▶ [Try it]:
The full text of the records below, minus any pictures, should be given back word for word.

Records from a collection

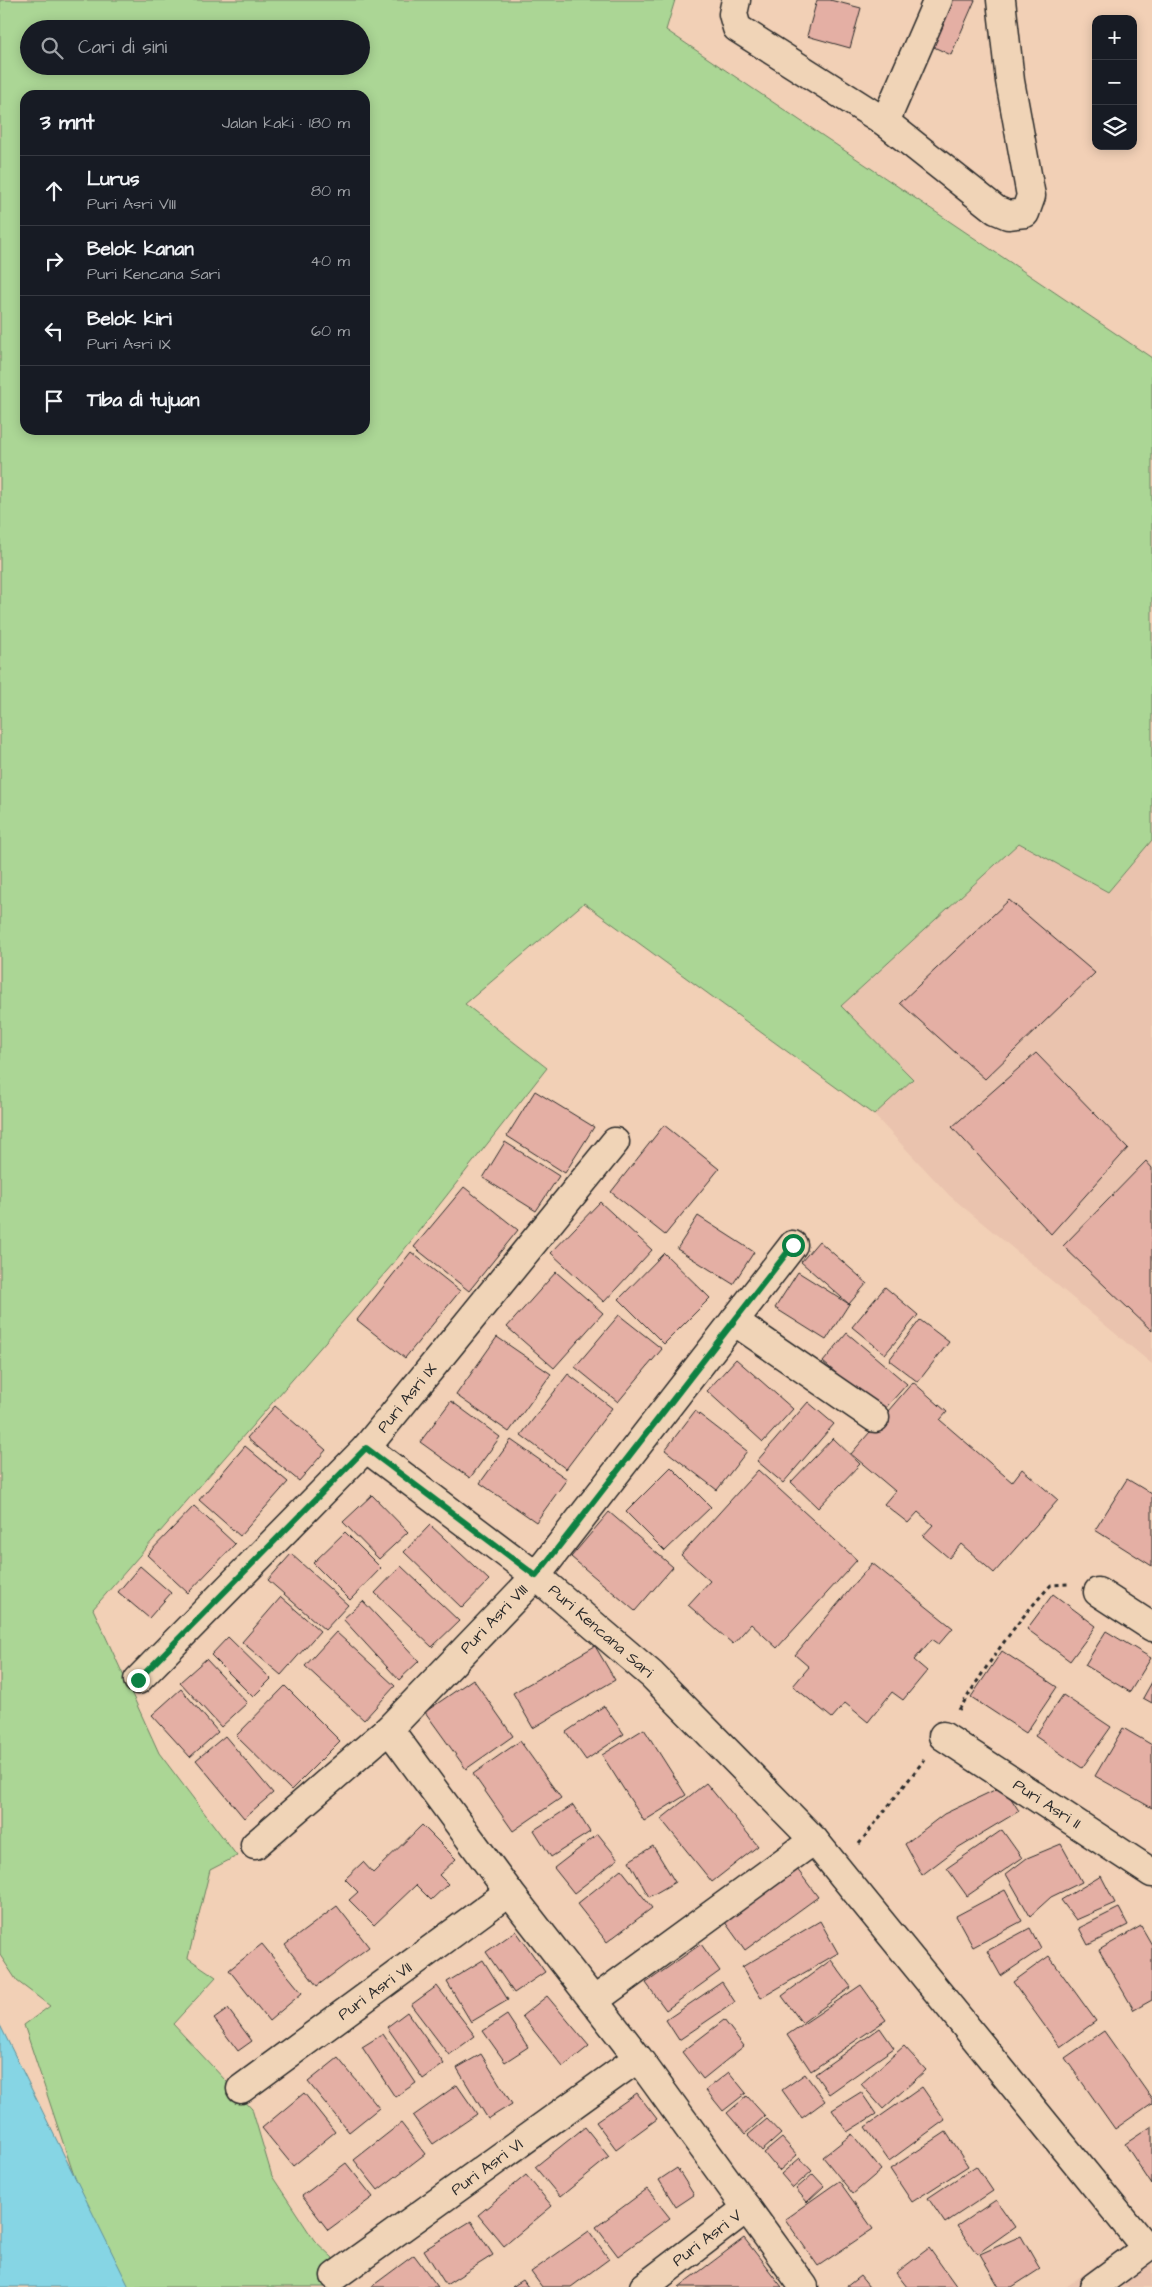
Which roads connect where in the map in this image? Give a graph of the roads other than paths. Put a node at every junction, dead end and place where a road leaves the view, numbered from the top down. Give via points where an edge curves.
1 (736, 0) edge
2 (938, 0) edge
3 (1001, 0) edge
4 (885, 122) junction
5 (616, 1142) dead end
6 (793, 1245) dead end
7 (734, 1321) junction
8 (875, 1418) dead end
9 (366, 1448) junction
10 (536, 1576) junction
11 (1098, 1592) dead end
12 (1152, 1627) edge
13 (138, 1680) dead end
14 (389, 1729) junction
15 (943, 1736) dead end
16 (814, 1840) junction
17 (254, 1845) dead end
18 (1152, 1873) edge
19 (509, 1892) junction
20 (595, 2000) junction
21 (638, 2058) junction
22 (241, 2089) dead end
23 (747, 2208) junction
24 (1149, 2246) edge
25 (335, 2276) dead end
26 (644, 2287) edge
27 (804, 2287) edge
28 (1094, 2287) edge

1 - 4 street via 733,14 737,28
2 - 4 street
3 - 4 street via 1010,81 1031,196 1025,213 1008,215 996,210
5 - 9 street, Puri Asri IX
6 - 7 street, Puri Asri VIII
7 - 8 street
7 - 10 street, Puri Asri VIII
9 - 10 street, Puri Kencana Sari
9 - 13 street, Puri Asri IX
10 - 14 street, Puri Asri VIII
10 - 16 street, Puri Kencana Sari via 652,1675
11 - 12 street
14 - 17 street, Puri Asri VIII
14 - 19 street
15 - 18 street, Puri Asri II
16 - 20 street
16 - 24 street, Puri Kencana Sari
19 - 20 street
19 - 22 street, Puri Asri VII
20 - 21 street
21 - 23 street
21 - 25 street, Puri Asri VI
23 - 26 street, Puri Asri V
23 - 27 street
24 - 28 street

▶ [Task result]:
Which roads connect where in the map in this image? Give a graph of the roads other than paths. Put a node at every junction, dead end and place where a road leaves the view, numbered from the top down. Give via points where an edge curves.
1 (736, 0) edge
2 (938, 0) edge
3 (1001, 0) edge
4 (885, 122) junction
5 (616, 1142) dead end
6 (793, 1245) dead end
7 (734, 1321) junction
8 (875, 1418) dead end
9 (366, 1448) junction
10 (536, 1576) junction
11 (1098, 1592) dead end
12 (1152, 1627) edge
13 (138, 1680) dead end
14 (389, 1729) junction
15 (943, 1736) dead end
16 (814, 1840) junction
17 (254, 1845) dead end
18 (1152, 1873) edge
19 (509, 1892) junction
20 (595, 2000) junction
21 (638, 2058) junction
22 (241, 2089) dead end
23 (747, 2208) junction
24 (1149, 2246) edge
25 (335, 2276) dead end
26 (644, 2287) edge
27 (804, 2287) edge
28 (1094, 2287) edge

1 - 4 street via 733,14 737,28
2 - 4 street
3 - 4 street via 1010,81 1031,196 1025,213 1008,215 996,210
5 - 9 street, Puri Asri IX
6 - 7 street, Puri Asri VIII
7 - 8 street
7 - 10 street, Puri Asri VIII
9 - 10 street, Puri Kencana Sari
9 - 13 street, Puri Asri IX
10 - 14 street, Puri Asri VIII
10 - 16 street, Puri Kencana Sari via 652,1675
11 - 12 street
14 - 17 street, Puri Asri VIII
14 - 19 street
15 - 18 street, Puri Asri II
16 - 20 street
16 - 24 street, Puri Kencana Sari
19 - 20 street
19 - 22 street, Puri Asri VII
20 - 21 street
21 - 23 street
21 - 25 street, Puri Asri VI
23 - 26 street, Puri Asri V
23 - 27 street
24 - 28 street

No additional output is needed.